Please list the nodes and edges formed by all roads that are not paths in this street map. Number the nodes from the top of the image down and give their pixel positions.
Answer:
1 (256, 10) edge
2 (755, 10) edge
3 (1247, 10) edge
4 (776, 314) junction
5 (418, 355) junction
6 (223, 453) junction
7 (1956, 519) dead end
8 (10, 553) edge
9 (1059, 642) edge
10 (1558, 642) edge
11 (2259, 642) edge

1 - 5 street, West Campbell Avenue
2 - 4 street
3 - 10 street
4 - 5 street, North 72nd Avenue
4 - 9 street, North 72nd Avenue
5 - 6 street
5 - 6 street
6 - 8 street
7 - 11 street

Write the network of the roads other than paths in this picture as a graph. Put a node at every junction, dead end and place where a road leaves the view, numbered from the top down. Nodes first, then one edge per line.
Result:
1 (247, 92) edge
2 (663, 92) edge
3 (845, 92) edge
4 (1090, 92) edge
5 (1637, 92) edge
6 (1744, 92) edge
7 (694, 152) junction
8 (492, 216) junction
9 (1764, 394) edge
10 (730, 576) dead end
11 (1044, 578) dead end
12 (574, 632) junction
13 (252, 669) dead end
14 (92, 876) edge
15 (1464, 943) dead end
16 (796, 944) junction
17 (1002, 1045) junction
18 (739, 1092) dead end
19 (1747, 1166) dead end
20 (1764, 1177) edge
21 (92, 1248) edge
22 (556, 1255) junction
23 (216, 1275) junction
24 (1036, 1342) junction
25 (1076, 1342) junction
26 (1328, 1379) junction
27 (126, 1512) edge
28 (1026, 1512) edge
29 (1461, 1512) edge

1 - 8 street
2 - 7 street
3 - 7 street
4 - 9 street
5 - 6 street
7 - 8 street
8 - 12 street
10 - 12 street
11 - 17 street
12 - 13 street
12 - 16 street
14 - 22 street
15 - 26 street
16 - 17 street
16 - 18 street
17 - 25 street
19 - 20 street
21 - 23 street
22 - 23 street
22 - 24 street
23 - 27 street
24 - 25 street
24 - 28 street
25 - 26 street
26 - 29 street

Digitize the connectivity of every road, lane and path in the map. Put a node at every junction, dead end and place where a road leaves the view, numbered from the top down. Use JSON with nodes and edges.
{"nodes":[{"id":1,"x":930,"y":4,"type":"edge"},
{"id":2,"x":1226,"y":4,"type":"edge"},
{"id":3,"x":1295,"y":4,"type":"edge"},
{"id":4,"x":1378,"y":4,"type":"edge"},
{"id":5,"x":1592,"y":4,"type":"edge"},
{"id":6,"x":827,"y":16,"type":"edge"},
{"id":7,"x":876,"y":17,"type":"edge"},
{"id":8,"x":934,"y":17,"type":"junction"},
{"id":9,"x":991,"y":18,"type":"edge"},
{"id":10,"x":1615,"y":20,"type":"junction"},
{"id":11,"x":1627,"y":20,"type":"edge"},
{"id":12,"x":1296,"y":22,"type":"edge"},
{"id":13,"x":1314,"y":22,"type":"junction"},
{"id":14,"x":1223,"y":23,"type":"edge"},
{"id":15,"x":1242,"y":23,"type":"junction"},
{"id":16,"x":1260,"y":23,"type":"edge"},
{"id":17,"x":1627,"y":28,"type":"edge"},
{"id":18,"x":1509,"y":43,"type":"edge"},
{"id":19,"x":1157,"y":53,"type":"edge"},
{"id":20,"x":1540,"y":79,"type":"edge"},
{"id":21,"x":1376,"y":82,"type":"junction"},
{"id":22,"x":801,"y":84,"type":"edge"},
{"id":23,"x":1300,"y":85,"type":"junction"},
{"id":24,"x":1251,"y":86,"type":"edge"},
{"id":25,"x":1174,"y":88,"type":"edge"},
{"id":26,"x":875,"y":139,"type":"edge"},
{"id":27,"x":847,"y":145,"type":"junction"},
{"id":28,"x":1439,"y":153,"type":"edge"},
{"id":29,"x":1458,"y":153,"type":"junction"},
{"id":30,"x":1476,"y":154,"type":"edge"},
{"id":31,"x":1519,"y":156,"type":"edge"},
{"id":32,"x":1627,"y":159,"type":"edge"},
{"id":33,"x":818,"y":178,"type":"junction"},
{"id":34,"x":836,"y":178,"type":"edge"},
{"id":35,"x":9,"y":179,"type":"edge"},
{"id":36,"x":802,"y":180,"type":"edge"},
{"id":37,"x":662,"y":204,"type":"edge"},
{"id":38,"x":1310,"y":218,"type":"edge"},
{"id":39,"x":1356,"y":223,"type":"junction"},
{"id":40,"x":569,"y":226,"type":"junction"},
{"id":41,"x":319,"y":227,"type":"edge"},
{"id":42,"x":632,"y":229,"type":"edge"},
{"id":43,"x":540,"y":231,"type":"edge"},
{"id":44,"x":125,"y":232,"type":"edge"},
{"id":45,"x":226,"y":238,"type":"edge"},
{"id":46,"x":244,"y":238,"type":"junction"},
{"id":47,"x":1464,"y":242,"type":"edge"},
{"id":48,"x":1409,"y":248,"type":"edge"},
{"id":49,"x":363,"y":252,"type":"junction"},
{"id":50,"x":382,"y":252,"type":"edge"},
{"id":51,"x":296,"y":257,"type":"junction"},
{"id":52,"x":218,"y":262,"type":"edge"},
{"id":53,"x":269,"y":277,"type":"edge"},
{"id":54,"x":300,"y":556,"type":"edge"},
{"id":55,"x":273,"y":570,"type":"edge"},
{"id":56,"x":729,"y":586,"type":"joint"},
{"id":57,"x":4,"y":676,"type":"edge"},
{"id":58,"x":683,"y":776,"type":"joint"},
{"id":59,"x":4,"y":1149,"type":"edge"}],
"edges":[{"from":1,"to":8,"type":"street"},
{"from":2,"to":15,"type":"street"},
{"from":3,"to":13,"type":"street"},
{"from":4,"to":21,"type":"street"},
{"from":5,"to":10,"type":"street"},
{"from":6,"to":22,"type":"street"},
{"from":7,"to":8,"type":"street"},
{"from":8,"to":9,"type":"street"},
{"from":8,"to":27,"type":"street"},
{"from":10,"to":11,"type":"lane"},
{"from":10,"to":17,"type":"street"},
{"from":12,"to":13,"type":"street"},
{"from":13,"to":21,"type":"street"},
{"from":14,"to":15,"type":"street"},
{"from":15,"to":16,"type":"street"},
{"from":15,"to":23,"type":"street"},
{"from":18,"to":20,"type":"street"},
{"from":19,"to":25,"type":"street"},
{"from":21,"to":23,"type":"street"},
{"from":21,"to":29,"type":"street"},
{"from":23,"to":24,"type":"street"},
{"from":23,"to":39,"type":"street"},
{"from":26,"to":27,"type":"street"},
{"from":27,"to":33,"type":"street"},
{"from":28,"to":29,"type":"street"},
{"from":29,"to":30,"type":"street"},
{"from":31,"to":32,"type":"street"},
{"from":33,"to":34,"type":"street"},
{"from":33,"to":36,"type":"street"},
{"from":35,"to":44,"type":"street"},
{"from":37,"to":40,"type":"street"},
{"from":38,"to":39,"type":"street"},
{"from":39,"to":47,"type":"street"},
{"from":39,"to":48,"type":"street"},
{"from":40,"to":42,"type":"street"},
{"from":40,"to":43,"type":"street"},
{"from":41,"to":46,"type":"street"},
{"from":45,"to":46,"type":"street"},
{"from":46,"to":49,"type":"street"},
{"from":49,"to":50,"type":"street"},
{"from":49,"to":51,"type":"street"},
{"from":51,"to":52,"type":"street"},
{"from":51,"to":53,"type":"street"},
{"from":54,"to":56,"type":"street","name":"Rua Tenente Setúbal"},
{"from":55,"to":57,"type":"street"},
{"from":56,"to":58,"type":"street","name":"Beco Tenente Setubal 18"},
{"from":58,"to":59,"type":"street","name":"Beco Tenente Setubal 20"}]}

WORK TO COMPLETE – Every line above that holds the word "leaves" is to be found and copied.

ANSWER BELOW –
Write the network of the roads other than paths in this picture as a graph. Put a node at every junction, dead end and place where a road leaves the view, numbered from the top down. Nodes first, then one edge per line.
Digitize the connectivity of every road, lane and path in the map. Put a node at every junction, dead end and place where a road leaves the view, numbered from the top down. Use JSON with nodes and edges.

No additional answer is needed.